I hid a smile behind my hand. Tina was a real piece of work.
Darion nodded again. “Yes. Will do. Thank you.” He opened the door and disappeared.
When it was closed, I burst out, “Tina! Did that hot doctor just ask you to coffee?”
She shrugged. “Doctors. Lawyers. Musicians. Day workers. People are people.”
“You’re not interested?”
She folded up the note he’d given her and stuck it in her skirt pocket. “I might do him. Once. Twice if he is worth it.”
“That’s it?”
“That’s about as far as it goes with me.”
“Since the baby.” I got that. I hadn’t dated either until Gavin returned.
“Since forever. I was screwed up before, and I’m more screwed up now.” She picked up the stacks of paper and moved them to the counter. “Some therapist, eh? Or ‘art teacher,’ I guess.”
“He insulted you.”
“He called it like he saw it. I’m not exactly more than a glorified babysitter.”
“You seriously think so? I saw you with Albert. You were brilliant.”
“So I have a few moments. I’m not going to interest Dr. Darion any longer than anyone else.” She came around the table. “Anyway, time to get you back. You ready? Gavin’s probably already tearing the hospital apart looking for you.”
“You don’t have to take me up.”
Tina came up and threaded her arm through mine. “Of course I do. Because if Gavin isn’t behaving, I’m the only one scrappy enough to actually make a dent in that pretty face.”
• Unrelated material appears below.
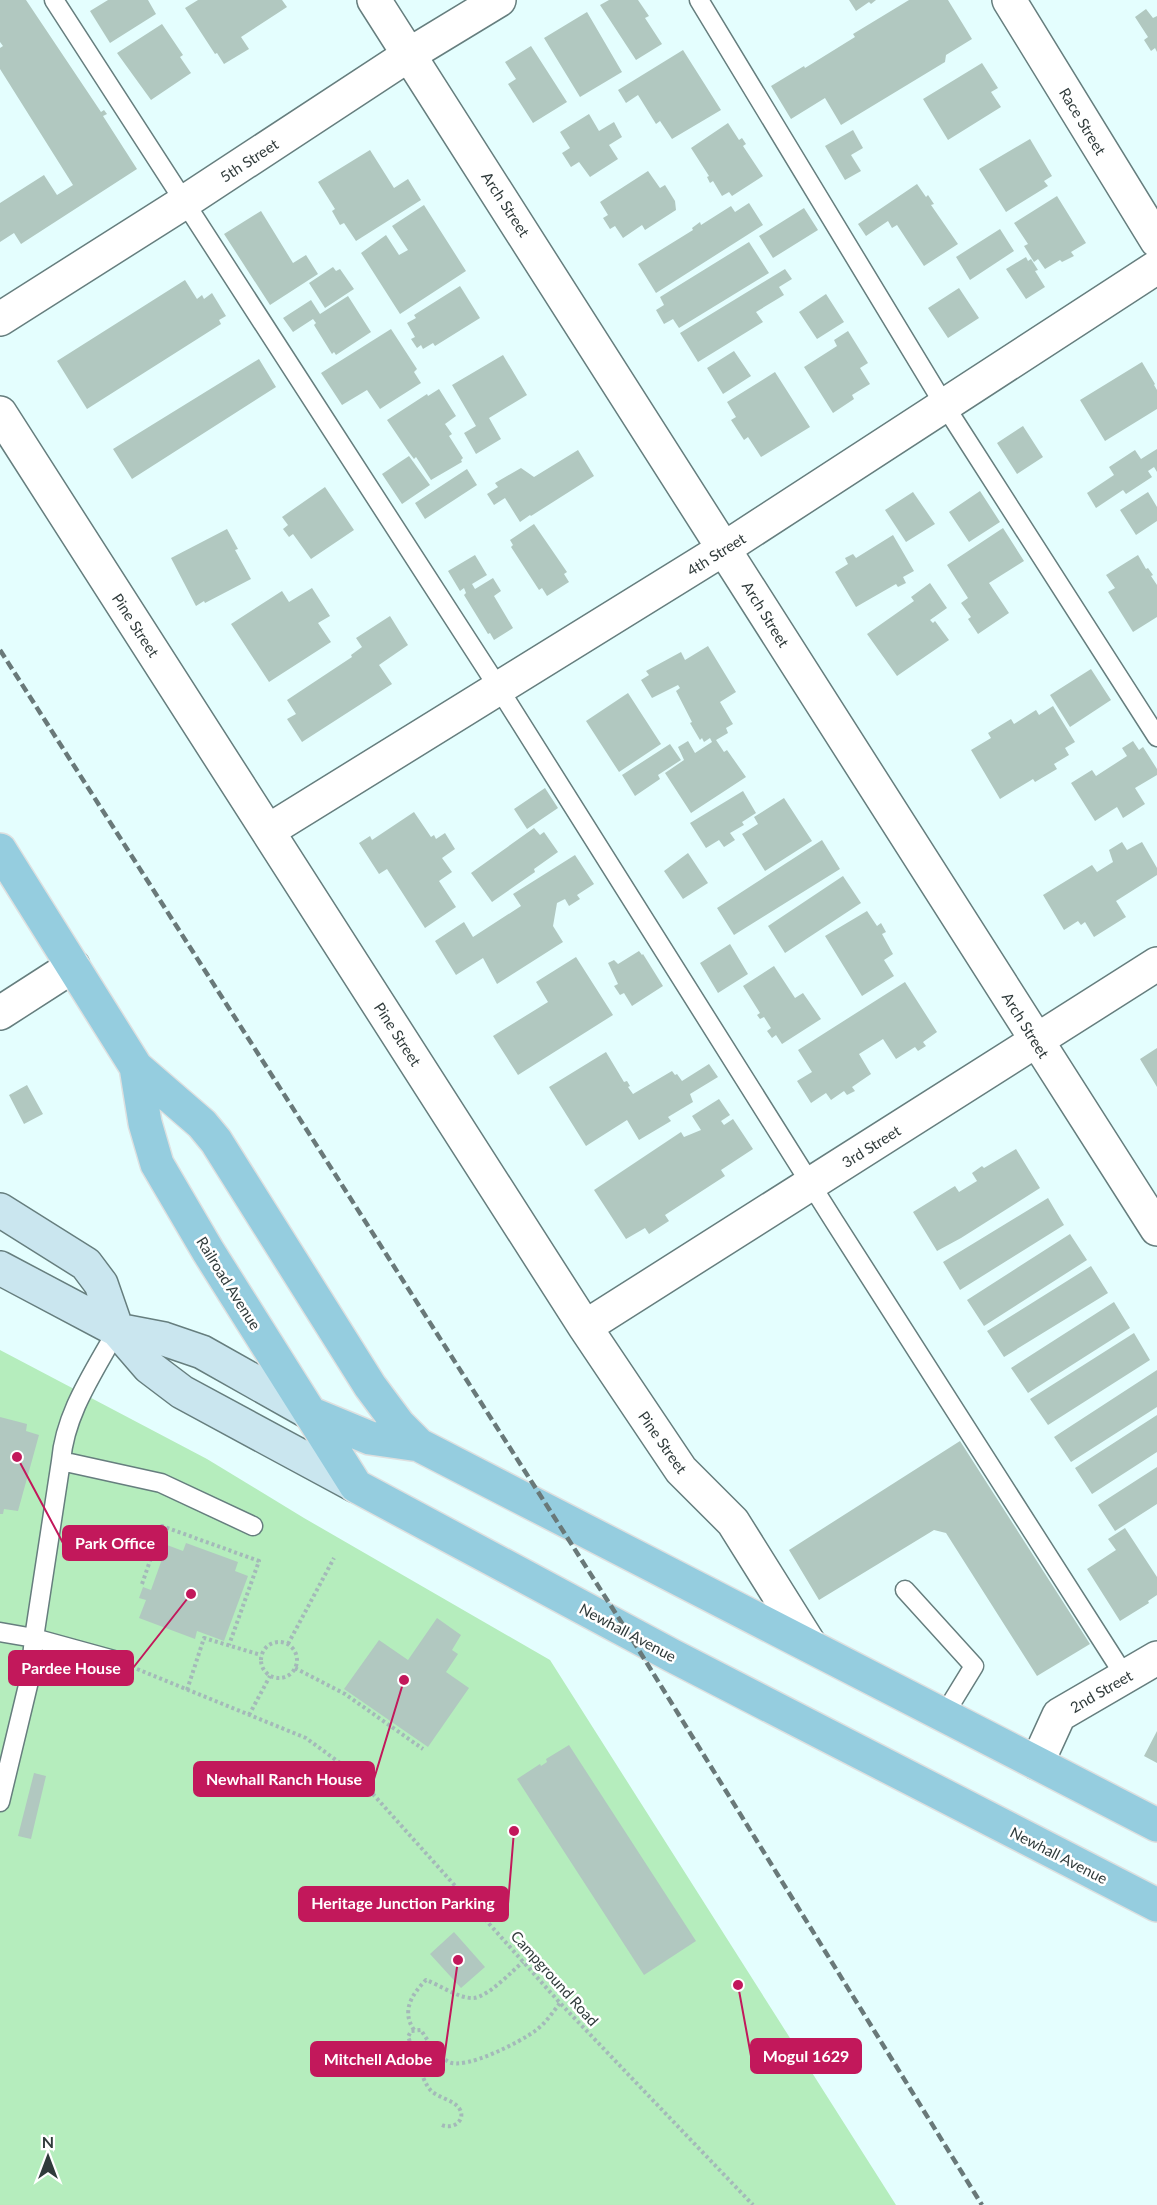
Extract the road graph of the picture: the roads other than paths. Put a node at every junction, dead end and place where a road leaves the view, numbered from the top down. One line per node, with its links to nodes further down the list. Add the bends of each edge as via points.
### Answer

We headed back down the halls, past the cheerful paintings and rooms full of critically ill children, and once again I remembered that we all had our difficulties, our challenges, our heartaches, and our tragedies. The most important thing was letting people in, allowing others to be there for you, and no matter how dark things got, to harbor that one last light.